If your different OS has different GCC or C library versions, then two things might happen:

1. Programs might end up linked against different versions of the same libary. If, for example, libAria.so was built with gcc 3.4 and linked against libstdc++.so.6, and your other system uses gcc 3.3 and libstdc++.so.5, running the 'ldd' command on a program with mixed linkage will show both libstdc++.so.6 and libstdc++.so.5 linked as shared libraries. Sometimes this works without problems, sometimes not. The solutions are to either install GCC 3.4, or to recompile ARIA using the new version. Note, however, that you must use GCC 3.4 if you are using ARNL.

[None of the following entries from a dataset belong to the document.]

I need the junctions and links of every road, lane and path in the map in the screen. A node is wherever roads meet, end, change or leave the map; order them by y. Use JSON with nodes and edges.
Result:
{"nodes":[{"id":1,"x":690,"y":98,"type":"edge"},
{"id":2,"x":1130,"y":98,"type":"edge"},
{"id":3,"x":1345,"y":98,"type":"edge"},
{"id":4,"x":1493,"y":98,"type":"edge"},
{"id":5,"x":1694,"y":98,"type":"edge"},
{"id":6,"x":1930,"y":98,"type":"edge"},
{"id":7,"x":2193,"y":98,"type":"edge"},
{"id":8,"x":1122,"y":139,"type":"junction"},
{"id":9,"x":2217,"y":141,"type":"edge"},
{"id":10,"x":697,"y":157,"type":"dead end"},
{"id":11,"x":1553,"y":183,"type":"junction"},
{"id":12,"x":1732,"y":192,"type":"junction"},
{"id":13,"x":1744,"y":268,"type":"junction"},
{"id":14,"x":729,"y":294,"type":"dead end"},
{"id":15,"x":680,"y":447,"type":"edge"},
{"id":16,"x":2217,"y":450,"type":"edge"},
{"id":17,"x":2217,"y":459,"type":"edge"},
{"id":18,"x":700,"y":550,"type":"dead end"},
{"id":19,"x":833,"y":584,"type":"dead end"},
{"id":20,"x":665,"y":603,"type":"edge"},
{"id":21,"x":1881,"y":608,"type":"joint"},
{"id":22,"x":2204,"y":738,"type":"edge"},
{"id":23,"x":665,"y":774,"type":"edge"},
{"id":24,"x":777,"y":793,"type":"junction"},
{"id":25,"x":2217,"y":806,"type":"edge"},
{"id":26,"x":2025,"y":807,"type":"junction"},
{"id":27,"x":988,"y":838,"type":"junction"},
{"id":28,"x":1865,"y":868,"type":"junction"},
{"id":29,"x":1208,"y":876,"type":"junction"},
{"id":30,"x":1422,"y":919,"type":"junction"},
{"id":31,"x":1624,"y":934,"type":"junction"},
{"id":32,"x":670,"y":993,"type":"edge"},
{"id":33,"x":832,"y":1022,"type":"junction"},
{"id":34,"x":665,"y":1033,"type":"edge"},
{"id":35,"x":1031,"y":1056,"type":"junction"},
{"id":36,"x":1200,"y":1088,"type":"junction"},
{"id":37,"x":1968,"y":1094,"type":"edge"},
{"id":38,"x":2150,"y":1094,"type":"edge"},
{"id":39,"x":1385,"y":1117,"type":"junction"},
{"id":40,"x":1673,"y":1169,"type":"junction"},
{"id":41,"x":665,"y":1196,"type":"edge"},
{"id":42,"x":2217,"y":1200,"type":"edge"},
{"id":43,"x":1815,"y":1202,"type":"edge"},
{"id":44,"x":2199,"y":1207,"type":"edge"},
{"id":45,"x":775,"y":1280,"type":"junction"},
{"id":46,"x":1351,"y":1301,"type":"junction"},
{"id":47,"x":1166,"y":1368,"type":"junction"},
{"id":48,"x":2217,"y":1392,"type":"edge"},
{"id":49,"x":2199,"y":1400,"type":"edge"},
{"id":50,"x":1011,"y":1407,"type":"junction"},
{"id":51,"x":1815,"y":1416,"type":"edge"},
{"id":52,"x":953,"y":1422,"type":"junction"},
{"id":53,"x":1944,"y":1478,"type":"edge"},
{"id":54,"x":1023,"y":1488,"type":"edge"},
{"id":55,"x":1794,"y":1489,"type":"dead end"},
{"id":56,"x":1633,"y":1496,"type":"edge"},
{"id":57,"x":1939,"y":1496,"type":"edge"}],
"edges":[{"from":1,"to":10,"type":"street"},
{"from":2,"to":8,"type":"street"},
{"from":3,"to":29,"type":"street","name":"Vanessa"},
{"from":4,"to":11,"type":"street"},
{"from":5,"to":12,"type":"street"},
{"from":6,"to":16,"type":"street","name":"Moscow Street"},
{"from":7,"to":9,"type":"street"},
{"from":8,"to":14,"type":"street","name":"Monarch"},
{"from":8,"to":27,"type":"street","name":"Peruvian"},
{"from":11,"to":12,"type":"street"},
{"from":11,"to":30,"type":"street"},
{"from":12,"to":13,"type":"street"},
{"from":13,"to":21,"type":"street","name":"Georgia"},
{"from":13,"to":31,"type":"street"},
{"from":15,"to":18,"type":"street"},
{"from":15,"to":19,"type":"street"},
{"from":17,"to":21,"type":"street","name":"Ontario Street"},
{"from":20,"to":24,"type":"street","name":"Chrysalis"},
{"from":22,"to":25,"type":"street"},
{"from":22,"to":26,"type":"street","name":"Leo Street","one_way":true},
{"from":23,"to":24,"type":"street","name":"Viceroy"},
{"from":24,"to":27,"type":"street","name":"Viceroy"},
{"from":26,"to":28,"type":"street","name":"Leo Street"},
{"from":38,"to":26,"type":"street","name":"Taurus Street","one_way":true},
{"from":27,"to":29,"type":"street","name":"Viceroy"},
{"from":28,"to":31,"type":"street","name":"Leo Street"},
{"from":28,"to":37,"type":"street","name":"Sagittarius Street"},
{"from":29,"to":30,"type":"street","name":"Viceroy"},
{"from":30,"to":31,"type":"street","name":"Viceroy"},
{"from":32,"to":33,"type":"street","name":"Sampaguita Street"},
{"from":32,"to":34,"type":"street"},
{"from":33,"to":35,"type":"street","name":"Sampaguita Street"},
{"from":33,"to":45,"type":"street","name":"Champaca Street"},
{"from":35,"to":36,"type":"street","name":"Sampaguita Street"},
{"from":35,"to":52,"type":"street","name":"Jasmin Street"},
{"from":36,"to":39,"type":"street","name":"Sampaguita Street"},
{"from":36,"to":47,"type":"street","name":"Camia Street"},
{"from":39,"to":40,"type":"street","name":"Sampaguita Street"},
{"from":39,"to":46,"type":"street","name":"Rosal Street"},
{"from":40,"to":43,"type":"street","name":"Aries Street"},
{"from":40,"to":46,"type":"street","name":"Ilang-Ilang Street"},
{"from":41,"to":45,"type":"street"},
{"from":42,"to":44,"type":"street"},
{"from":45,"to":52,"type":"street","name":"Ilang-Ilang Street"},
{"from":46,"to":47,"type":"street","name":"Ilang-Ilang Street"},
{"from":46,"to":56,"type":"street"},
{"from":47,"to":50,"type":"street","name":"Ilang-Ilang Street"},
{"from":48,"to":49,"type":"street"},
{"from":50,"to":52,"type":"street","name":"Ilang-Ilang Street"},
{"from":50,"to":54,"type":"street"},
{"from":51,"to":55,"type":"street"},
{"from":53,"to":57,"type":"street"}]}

2. If you build a program with a version of GCC that produces code that isn't binary-compatbile with the ARIA library, it will fail to link, with an error message about incompatible library versions or "personality" symbols. For example GCC 3.4 is not ABI-compatible with GCC 2.95. libAria.so normally has been built with GCC 3.4. If you build a program with GCC 2.95, then try to link against that libAria.so, the linker will fail. The solutions are to either use the same GCC version (3.4), or to recompile libAria.so and all other libraries using your preferred GCC version.

Similarly, on Windows, your program and the ARIA DLL must be built with compatible compilers. In particular, Visual C++ 6 and Visual C++ .NET/200. (version 7) are not compatible and you must recompile ARIA if using a compiler other than VC .NET/2003.